> Action item: Lines that include the string "Mumbai" are the ones to copy from the entries below.

> Given records:
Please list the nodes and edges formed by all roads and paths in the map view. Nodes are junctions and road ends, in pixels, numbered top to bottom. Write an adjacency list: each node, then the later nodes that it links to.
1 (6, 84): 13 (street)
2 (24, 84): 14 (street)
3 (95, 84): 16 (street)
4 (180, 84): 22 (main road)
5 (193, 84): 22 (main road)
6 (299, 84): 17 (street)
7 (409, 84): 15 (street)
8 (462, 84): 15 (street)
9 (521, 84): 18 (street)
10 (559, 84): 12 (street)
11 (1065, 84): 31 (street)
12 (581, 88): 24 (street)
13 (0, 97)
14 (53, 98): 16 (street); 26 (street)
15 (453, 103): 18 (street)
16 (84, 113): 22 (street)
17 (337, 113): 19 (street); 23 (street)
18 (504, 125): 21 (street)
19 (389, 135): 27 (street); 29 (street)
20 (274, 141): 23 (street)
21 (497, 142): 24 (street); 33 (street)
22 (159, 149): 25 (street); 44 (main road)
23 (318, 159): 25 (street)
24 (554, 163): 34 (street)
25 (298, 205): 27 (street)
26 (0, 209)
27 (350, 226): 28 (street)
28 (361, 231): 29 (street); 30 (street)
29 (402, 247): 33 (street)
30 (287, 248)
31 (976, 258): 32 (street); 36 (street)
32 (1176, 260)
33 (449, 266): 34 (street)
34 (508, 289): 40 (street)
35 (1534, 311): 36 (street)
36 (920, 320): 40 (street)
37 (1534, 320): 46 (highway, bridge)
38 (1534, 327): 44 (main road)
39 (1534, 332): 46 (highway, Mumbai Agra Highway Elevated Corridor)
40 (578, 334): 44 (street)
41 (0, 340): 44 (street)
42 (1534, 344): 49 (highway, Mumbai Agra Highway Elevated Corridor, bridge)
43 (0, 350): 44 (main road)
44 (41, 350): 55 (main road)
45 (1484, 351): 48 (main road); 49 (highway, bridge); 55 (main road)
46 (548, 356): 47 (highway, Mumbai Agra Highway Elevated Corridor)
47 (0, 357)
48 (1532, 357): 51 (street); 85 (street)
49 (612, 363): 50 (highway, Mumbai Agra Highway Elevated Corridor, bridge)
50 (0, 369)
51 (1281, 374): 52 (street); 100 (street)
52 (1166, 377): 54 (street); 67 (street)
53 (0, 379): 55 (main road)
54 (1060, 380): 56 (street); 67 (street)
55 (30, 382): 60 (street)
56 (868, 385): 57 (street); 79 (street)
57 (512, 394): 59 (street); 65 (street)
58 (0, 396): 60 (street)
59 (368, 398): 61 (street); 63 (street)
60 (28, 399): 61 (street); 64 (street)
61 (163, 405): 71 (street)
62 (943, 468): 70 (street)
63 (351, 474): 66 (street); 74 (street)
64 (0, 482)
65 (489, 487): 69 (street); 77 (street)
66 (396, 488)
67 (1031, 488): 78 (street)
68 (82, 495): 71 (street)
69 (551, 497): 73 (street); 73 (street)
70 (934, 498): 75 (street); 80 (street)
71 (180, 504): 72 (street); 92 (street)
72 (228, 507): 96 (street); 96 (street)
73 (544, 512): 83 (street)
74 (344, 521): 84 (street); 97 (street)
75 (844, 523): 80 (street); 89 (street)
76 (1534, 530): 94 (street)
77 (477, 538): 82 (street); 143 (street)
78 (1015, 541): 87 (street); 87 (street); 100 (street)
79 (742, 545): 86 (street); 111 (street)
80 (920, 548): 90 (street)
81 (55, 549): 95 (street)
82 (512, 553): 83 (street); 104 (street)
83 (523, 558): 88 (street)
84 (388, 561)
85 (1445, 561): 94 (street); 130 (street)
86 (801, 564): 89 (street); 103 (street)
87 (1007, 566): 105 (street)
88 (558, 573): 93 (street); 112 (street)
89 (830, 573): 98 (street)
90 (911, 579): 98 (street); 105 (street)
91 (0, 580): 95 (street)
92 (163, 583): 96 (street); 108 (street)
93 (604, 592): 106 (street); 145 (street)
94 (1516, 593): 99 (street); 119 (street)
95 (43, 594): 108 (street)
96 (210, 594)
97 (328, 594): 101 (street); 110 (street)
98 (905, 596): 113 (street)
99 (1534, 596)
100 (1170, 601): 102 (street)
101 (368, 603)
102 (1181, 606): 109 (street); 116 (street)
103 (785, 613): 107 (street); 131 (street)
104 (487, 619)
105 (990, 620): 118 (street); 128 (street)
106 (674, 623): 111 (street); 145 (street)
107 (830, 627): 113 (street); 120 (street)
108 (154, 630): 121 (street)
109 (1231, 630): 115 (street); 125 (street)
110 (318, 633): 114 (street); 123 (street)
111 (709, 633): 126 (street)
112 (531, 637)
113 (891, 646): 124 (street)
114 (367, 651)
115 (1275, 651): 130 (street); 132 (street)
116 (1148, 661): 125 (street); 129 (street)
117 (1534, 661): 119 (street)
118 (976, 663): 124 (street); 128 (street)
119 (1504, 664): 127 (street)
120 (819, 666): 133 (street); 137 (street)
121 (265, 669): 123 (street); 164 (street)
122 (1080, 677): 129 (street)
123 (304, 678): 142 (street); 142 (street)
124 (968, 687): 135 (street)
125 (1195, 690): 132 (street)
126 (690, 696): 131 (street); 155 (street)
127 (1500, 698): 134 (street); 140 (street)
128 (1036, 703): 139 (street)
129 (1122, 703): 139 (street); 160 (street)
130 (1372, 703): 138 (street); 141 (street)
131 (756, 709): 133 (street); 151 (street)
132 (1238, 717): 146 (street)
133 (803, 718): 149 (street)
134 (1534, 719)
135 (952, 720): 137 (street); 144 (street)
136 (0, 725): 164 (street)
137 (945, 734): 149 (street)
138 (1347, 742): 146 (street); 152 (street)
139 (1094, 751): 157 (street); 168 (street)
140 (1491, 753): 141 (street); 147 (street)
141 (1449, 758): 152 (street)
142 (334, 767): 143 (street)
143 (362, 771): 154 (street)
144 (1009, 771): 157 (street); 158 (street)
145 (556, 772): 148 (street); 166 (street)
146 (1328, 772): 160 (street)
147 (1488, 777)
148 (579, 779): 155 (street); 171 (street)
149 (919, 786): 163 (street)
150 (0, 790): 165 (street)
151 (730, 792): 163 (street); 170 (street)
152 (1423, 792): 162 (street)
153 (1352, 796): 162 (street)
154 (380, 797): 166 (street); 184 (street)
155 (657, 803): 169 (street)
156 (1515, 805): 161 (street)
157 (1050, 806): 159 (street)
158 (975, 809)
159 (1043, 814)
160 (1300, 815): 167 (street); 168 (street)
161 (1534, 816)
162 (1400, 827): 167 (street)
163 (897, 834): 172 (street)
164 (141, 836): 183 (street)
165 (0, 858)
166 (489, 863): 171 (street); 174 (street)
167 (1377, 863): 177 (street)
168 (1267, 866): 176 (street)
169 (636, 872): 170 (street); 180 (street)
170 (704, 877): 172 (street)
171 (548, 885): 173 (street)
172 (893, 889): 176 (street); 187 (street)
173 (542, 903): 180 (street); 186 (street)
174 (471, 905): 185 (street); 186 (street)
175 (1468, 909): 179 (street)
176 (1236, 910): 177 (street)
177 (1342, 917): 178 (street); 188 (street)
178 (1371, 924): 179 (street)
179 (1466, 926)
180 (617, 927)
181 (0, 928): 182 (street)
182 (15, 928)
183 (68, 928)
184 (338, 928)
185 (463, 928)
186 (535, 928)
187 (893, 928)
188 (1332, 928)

> Solution for this problem:
39 (1534, 332): 46 (highway, Mumbai Agra Highway Elevated Corridor)
42 (1534, 344): 49 (highway, Mumbai Agra Highway Elevated Corridor, bridge)
46 (548, 356): 47 (highway, Mumbai Agra Highway Elevated Corridor)
49 (612, 363): 50 (highway, Mumbai Agra Highway Elevated Corridor, bridge)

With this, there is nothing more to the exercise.